Published in Corporate Dossier, ET on Feb 22, 2013.
I read that you are coming out with a book on Indian management. I run a company that’s rapidly globalising. Currently my company is an Indian company that’s morphing into a MNC and I would like it grow into a true MNC in terms of people, geography, culture, and even capital. But on second thought, a Indian model might also work. Do you think thats it’s possible to grow a company that’s “Indian” in values and culture to a truly global MNC?
The ‘global’ model of business that has been at work for the past century has its roots in Europe and America. It is based on goals. It is based on objectivity. It is based on processes. Much like Greek mythology and biblical mythology. In Greek mythology, the hero struggles against the odds to be extraordinary and achieves a place in Elysium, heaven of heroes. From this paradigm come notions like out-of-the-box and innovators. In biblical mythology, the prophet struggles to ensure that everyone aligns to the vision and complies with the processes to reach the Promised Land, the paradise of the faithful. From this paradigm comes notions like leadership. They have served the world well, but at a cost.

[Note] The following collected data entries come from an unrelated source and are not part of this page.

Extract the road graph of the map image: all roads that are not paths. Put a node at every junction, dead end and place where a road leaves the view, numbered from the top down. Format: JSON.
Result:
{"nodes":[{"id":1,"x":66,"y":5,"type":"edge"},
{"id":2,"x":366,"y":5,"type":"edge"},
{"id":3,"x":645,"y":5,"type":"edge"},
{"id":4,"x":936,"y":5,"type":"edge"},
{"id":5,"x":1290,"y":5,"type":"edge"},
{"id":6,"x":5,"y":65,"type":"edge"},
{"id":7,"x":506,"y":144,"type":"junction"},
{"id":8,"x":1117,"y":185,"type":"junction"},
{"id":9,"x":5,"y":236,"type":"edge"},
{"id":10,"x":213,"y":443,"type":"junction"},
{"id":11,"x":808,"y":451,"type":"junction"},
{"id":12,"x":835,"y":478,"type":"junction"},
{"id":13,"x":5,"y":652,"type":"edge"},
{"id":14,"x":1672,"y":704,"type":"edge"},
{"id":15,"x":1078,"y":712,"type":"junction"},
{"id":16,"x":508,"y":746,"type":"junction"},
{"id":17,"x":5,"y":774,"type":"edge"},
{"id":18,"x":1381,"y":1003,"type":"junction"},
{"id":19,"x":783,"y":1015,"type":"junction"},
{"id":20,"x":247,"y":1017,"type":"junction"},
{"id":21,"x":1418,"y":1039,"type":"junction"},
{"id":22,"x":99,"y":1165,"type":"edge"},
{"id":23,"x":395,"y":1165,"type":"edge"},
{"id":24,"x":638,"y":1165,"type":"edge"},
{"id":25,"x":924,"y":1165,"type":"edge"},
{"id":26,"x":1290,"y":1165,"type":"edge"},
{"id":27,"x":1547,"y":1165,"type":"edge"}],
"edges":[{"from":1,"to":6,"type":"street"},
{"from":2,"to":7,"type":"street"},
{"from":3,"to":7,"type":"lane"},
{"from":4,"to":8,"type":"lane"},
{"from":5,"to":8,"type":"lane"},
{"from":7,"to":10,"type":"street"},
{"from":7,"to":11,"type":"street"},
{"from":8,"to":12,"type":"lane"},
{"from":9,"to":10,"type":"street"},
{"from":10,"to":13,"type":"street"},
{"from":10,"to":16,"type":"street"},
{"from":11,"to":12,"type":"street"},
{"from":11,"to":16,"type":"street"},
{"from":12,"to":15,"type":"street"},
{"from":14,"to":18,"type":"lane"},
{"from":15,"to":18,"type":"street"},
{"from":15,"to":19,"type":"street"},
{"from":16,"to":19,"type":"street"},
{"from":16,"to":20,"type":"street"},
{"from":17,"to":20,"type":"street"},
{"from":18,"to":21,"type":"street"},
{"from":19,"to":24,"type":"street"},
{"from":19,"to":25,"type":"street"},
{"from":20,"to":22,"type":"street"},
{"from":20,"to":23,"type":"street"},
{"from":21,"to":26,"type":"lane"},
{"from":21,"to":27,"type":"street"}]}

Focusing on increasing the wealth of the shareholder means that employees, vendors, society at large, even customers, are simply means to an end. No matter what the PR department may say, ultimately, the bean-counter is interested if quarter-by-quarter, the results delivered makes the shareholder smile. The investor invests to get high return on investment. The promoter promotes to make a killing when he sells his start-up organization. The employee is trained to be a professional, cut out emotions, and do as he is told, perform the tasks and achieve the target. Work becomes a battlefield, a rana-bhoomi, where we are constantly fighting competition, regulators, unions, even civil society. Today, for many, corporations are embodiments of evil — that was never the idea.
The very Indian approach is based on ideas found in Jain, Buddhist and Hindu mythologies. It is called ‘very’ Indian as it does not try to force fit Indian ideas into a Western template, as is the trend. For example, equating dharma with ethics, or charity with daan, which misses the point completely. The very Indian approach reveals that an Indian idea needs, and has, a template of its own, that is flexible enough to include Western ideas.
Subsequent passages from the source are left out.